Tally the lines below that hold the string "SUPERIOR", and report the tally by itself.

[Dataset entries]

****************

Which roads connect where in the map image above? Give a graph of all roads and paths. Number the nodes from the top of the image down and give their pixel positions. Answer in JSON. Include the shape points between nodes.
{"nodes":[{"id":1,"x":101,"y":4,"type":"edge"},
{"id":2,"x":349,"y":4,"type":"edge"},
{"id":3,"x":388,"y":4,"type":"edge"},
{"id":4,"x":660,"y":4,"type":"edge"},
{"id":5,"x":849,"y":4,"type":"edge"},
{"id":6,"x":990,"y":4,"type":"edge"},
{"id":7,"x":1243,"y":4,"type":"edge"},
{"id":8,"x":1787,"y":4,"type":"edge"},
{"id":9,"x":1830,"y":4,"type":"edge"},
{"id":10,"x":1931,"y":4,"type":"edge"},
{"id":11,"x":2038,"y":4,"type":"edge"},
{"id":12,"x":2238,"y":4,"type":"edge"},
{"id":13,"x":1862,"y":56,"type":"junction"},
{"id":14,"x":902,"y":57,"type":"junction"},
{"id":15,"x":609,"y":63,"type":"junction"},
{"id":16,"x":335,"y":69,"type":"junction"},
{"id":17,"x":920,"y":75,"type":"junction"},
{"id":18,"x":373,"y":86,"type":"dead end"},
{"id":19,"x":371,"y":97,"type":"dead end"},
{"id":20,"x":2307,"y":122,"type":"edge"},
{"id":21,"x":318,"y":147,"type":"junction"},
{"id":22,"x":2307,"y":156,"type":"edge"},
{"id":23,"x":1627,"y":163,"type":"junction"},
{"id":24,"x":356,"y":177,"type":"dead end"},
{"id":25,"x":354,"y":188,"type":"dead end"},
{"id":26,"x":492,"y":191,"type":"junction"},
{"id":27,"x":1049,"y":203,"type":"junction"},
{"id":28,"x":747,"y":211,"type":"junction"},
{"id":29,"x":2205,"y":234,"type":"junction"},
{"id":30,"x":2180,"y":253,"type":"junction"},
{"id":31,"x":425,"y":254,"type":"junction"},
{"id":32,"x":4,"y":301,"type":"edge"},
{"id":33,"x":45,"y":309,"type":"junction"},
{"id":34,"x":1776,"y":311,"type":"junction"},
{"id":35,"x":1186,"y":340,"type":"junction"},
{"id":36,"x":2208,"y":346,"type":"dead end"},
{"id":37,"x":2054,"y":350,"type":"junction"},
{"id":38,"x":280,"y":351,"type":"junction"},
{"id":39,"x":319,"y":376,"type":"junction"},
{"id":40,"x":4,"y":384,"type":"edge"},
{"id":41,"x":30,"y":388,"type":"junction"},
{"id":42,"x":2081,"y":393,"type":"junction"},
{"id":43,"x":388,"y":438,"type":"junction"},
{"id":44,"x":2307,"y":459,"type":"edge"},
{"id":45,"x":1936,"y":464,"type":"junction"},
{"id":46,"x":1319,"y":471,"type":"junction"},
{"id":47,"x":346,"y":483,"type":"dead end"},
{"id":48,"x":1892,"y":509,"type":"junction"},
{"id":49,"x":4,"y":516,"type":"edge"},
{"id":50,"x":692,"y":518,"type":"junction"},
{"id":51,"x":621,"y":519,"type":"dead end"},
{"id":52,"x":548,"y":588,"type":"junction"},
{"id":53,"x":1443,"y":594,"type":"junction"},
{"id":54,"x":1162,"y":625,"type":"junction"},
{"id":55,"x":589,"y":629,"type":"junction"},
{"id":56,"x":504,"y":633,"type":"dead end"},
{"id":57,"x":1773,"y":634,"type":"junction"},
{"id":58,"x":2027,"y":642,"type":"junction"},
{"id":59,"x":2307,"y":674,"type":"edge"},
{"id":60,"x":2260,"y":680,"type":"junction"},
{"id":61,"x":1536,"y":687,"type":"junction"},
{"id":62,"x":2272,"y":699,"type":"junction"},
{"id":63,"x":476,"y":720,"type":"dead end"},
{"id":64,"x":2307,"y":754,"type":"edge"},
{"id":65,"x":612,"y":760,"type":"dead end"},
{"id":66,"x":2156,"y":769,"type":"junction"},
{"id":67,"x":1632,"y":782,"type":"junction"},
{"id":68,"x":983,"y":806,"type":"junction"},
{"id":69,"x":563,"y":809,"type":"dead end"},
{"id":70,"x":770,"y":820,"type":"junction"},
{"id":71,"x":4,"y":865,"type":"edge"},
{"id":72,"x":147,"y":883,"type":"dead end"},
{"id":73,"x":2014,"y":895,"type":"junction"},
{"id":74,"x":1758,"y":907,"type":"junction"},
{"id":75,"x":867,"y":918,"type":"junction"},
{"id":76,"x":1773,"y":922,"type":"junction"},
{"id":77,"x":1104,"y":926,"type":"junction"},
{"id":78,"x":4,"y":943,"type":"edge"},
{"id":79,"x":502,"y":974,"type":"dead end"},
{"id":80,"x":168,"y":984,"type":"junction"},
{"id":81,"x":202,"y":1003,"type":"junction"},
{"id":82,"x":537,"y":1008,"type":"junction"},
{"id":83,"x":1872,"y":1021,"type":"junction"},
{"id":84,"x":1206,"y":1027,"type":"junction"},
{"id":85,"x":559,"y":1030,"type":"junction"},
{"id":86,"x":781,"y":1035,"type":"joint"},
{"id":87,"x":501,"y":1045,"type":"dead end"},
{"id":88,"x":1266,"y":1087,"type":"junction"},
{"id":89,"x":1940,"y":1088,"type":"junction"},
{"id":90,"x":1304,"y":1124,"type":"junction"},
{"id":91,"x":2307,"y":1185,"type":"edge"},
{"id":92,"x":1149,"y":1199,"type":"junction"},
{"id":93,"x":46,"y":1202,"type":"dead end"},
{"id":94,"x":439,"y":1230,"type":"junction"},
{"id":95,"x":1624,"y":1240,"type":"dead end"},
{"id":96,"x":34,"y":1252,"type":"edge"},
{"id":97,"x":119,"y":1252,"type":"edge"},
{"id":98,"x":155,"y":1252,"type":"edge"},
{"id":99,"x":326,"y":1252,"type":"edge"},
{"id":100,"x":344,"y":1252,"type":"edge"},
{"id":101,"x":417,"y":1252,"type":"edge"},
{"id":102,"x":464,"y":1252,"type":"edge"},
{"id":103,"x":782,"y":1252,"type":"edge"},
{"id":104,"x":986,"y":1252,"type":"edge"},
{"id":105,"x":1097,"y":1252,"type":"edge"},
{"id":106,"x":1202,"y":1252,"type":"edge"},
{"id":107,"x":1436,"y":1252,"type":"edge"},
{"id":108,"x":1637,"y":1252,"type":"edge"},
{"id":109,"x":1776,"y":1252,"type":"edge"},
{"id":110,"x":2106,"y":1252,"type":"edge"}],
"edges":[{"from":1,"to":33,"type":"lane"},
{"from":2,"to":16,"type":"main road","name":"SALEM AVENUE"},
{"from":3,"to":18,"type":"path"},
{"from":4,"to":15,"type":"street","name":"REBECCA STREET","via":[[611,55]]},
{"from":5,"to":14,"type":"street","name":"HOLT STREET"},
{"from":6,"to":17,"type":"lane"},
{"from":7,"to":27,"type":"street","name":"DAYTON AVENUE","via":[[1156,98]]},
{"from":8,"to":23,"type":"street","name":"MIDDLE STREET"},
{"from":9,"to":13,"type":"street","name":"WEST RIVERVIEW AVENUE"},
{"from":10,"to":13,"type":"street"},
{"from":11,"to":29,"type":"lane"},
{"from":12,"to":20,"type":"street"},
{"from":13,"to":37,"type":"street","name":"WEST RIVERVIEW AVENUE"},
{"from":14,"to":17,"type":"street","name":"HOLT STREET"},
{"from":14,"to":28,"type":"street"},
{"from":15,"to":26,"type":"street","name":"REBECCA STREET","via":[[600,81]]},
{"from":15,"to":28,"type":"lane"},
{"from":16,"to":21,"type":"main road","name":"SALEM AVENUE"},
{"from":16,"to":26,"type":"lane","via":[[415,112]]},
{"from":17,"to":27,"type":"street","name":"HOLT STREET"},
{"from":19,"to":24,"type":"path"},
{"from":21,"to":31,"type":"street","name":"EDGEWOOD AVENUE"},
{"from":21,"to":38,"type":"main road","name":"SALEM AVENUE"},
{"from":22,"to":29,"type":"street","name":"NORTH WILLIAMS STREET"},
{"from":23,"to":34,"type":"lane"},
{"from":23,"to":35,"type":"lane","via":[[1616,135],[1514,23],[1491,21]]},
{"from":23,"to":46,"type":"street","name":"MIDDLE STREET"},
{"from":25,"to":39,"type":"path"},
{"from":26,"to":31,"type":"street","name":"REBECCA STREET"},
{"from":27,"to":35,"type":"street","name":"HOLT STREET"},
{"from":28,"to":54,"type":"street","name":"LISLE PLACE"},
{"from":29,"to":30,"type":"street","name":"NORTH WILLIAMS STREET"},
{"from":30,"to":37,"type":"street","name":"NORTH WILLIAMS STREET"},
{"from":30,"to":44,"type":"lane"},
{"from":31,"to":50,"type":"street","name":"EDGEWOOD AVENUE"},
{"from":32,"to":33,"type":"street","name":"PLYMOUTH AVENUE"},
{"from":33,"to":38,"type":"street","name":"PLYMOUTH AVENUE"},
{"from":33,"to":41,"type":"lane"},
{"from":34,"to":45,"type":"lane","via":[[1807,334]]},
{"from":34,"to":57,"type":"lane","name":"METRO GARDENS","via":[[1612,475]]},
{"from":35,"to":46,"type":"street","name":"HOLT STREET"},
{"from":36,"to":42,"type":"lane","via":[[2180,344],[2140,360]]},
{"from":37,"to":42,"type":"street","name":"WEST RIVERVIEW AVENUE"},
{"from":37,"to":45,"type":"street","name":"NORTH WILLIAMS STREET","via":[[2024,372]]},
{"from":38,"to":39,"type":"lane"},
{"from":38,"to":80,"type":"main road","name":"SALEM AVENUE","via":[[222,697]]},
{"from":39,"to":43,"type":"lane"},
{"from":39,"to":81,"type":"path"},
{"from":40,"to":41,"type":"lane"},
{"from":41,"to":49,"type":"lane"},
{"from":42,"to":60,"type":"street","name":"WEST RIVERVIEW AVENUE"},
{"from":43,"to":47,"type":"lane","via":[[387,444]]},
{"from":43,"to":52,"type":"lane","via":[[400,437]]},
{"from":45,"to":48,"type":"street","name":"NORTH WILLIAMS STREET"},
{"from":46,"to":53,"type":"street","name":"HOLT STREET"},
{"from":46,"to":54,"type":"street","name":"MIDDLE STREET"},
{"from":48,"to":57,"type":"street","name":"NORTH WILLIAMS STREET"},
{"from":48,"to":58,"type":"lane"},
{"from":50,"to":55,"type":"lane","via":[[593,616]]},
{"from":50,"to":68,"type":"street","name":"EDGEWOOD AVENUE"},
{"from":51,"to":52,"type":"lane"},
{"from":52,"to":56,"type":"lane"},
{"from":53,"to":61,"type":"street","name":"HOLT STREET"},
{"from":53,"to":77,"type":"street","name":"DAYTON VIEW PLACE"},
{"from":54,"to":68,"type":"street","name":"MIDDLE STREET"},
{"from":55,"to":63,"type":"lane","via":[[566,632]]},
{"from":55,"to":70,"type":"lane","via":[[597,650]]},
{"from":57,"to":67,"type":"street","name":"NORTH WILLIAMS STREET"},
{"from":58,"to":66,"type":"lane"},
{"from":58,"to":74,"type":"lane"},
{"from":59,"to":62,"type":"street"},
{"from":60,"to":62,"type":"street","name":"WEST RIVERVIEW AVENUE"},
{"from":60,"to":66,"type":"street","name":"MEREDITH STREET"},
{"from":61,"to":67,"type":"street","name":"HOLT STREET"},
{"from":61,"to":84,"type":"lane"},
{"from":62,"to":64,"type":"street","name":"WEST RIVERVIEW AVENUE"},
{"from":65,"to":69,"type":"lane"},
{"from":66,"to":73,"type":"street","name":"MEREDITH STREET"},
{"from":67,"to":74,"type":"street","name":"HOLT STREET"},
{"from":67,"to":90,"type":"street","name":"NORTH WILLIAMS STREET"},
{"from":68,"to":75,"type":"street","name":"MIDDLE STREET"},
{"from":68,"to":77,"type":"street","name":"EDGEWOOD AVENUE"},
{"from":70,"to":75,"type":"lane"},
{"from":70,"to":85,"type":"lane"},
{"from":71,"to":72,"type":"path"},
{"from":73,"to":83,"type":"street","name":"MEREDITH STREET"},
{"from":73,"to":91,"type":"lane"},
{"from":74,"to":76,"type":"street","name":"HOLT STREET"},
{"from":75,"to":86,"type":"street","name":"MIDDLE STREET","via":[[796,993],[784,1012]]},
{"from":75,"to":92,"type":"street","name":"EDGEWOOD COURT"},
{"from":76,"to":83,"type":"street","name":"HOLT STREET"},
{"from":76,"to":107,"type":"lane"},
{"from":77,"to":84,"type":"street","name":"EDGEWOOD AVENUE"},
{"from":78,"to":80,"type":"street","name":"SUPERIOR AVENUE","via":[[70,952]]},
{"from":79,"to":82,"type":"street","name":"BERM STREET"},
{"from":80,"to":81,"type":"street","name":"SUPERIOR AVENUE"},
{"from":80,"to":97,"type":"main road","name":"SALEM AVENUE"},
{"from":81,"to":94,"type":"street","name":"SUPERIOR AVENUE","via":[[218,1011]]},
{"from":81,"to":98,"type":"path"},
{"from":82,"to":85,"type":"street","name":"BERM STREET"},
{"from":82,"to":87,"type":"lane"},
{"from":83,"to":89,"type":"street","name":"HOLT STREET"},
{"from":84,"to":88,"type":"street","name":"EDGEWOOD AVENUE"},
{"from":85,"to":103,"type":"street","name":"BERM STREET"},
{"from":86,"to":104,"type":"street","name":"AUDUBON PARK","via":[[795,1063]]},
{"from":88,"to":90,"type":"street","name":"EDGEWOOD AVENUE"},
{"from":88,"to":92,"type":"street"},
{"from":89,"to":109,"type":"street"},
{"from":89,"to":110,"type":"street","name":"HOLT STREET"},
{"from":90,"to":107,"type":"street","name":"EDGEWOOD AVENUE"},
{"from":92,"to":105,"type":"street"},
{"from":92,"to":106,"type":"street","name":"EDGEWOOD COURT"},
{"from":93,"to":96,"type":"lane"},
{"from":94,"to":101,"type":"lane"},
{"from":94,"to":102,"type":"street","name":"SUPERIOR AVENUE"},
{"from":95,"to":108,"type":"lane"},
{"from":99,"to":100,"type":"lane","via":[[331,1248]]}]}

****************

- _EXPECTED OUTPUT_: 4